INPUT MATERIAL START

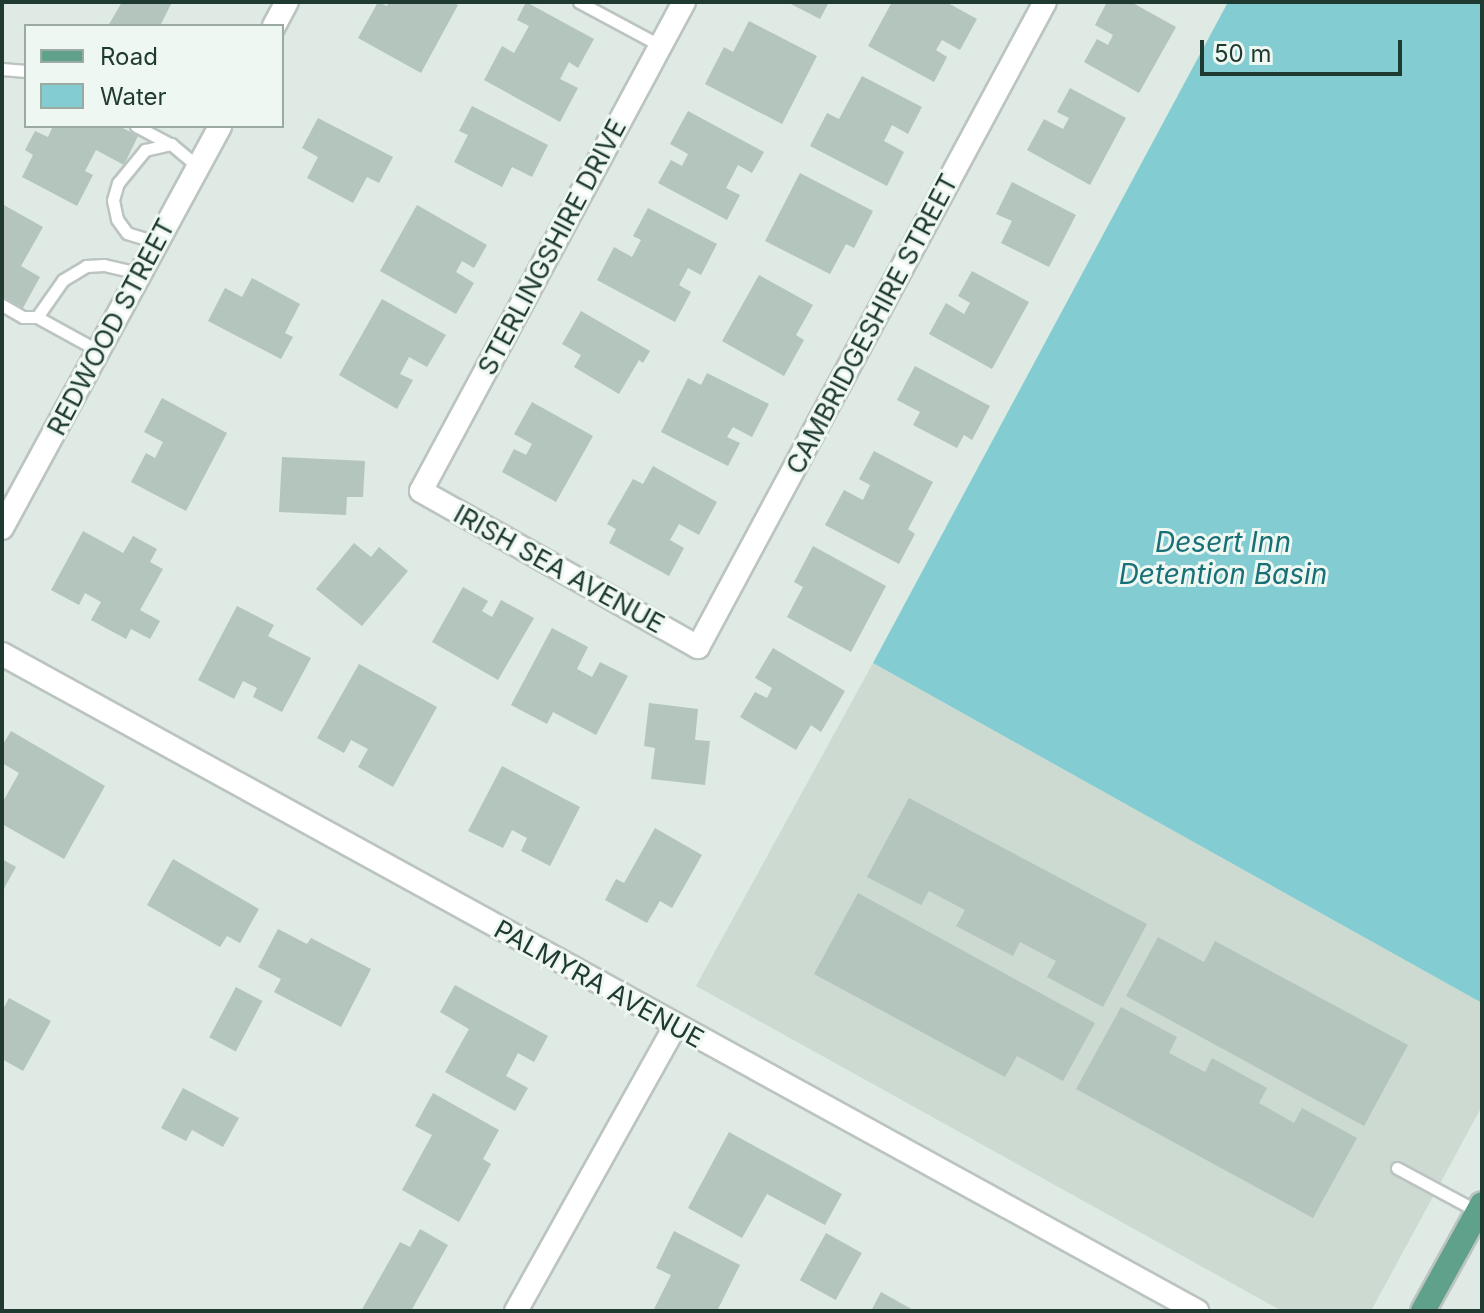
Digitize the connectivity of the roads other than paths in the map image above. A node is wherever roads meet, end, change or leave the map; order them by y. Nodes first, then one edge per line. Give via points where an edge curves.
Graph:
1 (287, 2) edge
2 (579, 2) edge
3 (684, 2) edge
4 (1045, 2) edge
5 (275, 24) edge
6 (661, 46) junction
7 (2, 69) edge
8 (24, 71) edge
9 (140, 128) edge
10 (219, 128) edge
11 (171, 144) junction
12 (198, 167) junction
13 (156, 242) junction
14 (139, 273) junction
15 (2, 305) edge
16 (37, 317) junction
17 (97, 350) junction
18 (421, 491) joint
19 (2, 528) edge
20 (698, 647) joint
21 (2, 654) edge
22 (675, 1026) junction
23 (1397, 1168) dead end
24 (1480, 1208) edge
25 (1185, 1308) edge
26 (516, 1311) edge
27 (1423, 1311) edge

1 - 5 street
2 - 6 lane
3 - 6 street, STERLINGSHIRE DRIVE
4 - 20 street, CAMBRIDGESHIRE STREET
6 - 18 street, STERLINGSHIRE DRIVE
7 - 8 lane
9 - 11 lane
10 - 12 street, REDWOOD STREET
11 - 12 lane
11 - 13 lane via 145,150 133,161 113,200 127,233
12 - 13 street, REDWOOD STREET
13 - 14 street, REDWOOD STREET
14 - 16 lane via 86,266 63,280
14 - 17 street, REDWOOD STREET
15 - 16 lane via 23,317
16 - 17 lane
17 - 19 street, REDWOOD STREET
18 - 20 street, IRISH SEA AVENUE
21 - 22 street, PALMYRA AVENUE
22 - 25 street, PALMYRA AVENUE
22 - 26 street
23 - 24 lane
24 - 27 main road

INPUT MATERIAL END

## PROMPT
This exercise calls for the records to be given again exactly, without the images.

## ANSWER
Digitize the connectivity of the roads other than paths in the map image above. A node is wherever roads meet, end, change or leave the map; order them by y. Nodes first, then one edge per line. Give via points where an edge curves.
Graph:
1 (287, 2) edge
2 (579, 2) edge
3 (684, 2) edge
4 (1045, 2) edge
5 (275, 24) edge
6 (661, 46) junction
7 (2, 69) edge
8 (24, 71) edge
9 (140, 128) edge
10 (219, 128) edge
11 (171, 144) junction
12 (198, 167) junction
13 (156, 242) junction
14 (139, 273) junction
15 (2, 305) edge
16 (37, 317) junction
17 (97, 350) junction
18 (421, 491) joint
19 (2, 528) edge
20 (698, 647) joint
21 (2, 654) edge
22 (675, 1026) junction
23 (1397, 1168) dead end
24 (1480, 1208) edge
25 (1185, 1308) edge
26 (516, 1311) edge
27 (1423, 1311) edge

1 - 5 street
2 - 6 lane
3 - 6 street, STERLINGSHIRE DRIVE
4 - 20 street, CAMBRIDGESHIRE STREET
6 - 18 street, STERLINGSHIRE DRIVE
7 - 8 lane
9 - 11 lane
10 - 12 street, REDWOOD STREET
11 - 12 lane
11 - 13 lane via 145,150 133,161 113,200 127,233
12 - 13 street, REDWOOD STREET
13 - 14 street, REDWOOD STREET
14 - 16 lane via 86,266 63,280
14 - 17 street, REDWOOD STREET
15 - 16 lane via 23,317
16 - 17 lane
17 - 19 street, REDWOOD STREET
18 - 20 street, IRISH SEA AVENUE
21 - 22 street, PALMYRA AVENUE
22 - 25 street, PALMYRA AVENUE
22 - 26 street
23 - 24 lane
24 - 27 main road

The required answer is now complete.